**WORK REQUIRED**
Print every line below. Match each one exactly.

Dataset entries
■ ■ ■

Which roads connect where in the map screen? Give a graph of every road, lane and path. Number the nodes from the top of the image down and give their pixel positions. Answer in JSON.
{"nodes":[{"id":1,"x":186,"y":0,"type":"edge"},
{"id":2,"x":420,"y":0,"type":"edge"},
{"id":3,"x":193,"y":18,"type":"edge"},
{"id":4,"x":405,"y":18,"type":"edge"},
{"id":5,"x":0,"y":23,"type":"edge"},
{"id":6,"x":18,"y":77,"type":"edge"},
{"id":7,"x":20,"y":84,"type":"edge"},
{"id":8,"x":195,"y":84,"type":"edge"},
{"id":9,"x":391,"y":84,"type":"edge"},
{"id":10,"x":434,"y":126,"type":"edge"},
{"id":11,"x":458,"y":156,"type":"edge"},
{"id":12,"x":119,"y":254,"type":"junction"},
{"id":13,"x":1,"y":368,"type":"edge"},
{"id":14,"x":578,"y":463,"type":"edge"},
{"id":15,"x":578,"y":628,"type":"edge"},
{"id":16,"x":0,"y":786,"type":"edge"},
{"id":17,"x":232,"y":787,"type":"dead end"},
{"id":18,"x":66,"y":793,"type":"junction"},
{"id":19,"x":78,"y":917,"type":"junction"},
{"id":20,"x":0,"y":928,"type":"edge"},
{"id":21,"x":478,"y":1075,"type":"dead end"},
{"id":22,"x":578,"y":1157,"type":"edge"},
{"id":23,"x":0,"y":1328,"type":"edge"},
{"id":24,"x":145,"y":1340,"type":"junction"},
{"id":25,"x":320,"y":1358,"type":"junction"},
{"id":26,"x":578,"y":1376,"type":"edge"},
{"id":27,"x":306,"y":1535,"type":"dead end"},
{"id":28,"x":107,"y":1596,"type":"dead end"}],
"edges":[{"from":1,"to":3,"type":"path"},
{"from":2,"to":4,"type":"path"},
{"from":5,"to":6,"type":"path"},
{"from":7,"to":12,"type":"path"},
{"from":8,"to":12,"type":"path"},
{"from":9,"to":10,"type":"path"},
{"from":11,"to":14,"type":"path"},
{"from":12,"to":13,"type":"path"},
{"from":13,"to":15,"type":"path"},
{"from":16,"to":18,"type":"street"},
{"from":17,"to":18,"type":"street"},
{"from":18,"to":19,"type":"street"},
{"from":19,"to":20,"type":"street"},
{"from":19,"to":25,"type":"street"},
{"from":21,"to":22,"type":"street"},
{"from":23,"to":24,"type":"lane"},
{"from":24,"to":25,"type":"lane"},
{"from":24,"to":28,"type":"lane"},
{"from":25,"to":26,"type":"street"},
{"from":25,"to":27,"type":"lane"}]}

■ ■ ■

**EXERCISE ANSWER**
Which roads connect where in the map screen? Give a graph of every road, lane and path. Number the nodes from the top of the image down and give their pixel positions. Answer in JSON.
{"nodes":[{"id":1,"x":186,"y":0,"type":"edge"},
{"id":2,"x":420,"y":0,"type":"edge"},
{"id":3,"x":193,"y":18,"type":"edge"},
{"id":4,"x":405,"y":18,"type":"edge"},
{"id":5,"x":0,"y":23,"type":"edge"},
{"id":6,"x":18,"y":77,"type":"edge"},
{"id":7,"x":20,"y":84,"type":"edge"},
{"id":8,"x":195,"y":84,"type":"edge"},
{"id":9,"x":391,"y":84,"type":"edge"},
{"id":10,"x":434,"y":126,"type":"edge"},
{"id":11,"x":458,"y":156,"type":"edge"},
{"id":12,"x":119,"y":254,"type":"junction"},
{"id":13,"x":1,"y":368,"type":"edge"},
{"id":14,"x":578,"y":463,"type":"edge"},
{"id":15,"x":578,"y":628,"type":"edge"},
{"id":16,"x":0,"y":786,"type":"edge"},
{"id":17,"x":232,"y":787,"type":"dead end"},
{"id":18,"x":66,"y":793,"type":"junction"},
{"id":19,"x":78,"y":917,"type":"junction"},
{"id":20,"x":0,"y":928,"type":"edge"},
{"id":21,"x":478,"y":1075,"type":"dead end"},
{"id":22,"x":578,"y":1157,"type":"edge"},
{"id":23,"x":0,"y":1328,"type":"edge"},
{"id":24,"x":145,"y":1340,"type":"junction"},
{"id":25,"x":320,"y":1358,"type":"junction"},
{"id":26,"x":578,"y":1376,"type":"edge"},
{"id":27,"x":306,"y":1535,"type":"dead end"},
{"id":28,"x":107,"y":1596,"type":"dead end"}],
"edges":[{"from":1,"to":3,"type":"path"},
{"from":2,"to":4,"type":"path"},
{"from":5,"to":6,"type":"path"},
{"from":7,"to":12,"type":"path"},
{"from":8,"to":12,"type":"path"},
{"from":9,"to":10,"type":"path"},
{"from":11,"to":14,"type":"path"},
{"from":12,"to":13,"type":"path"},
{"from":13,"to":15,"type":"path"},
{"from":16,"to":18,"type":"street"},
{"from":17,"to":18,"type":"street"},
{"from":18,"to":19,"type":"street"},
{"from":19,"to":20,"type":"street"},
{"from":19,"to":25,"type":"street"},
{"from":21,"to":22,"type":"street"},
{"from":23,"to":24,"type":"lane"},
{"from":24,"to":25,"type":"lane"},
{"from":24,"to":28,"type":"lane"},
{"from":25,"to":26,"type":"street"},
{"from":25,"to":27,"type":"lane"}]}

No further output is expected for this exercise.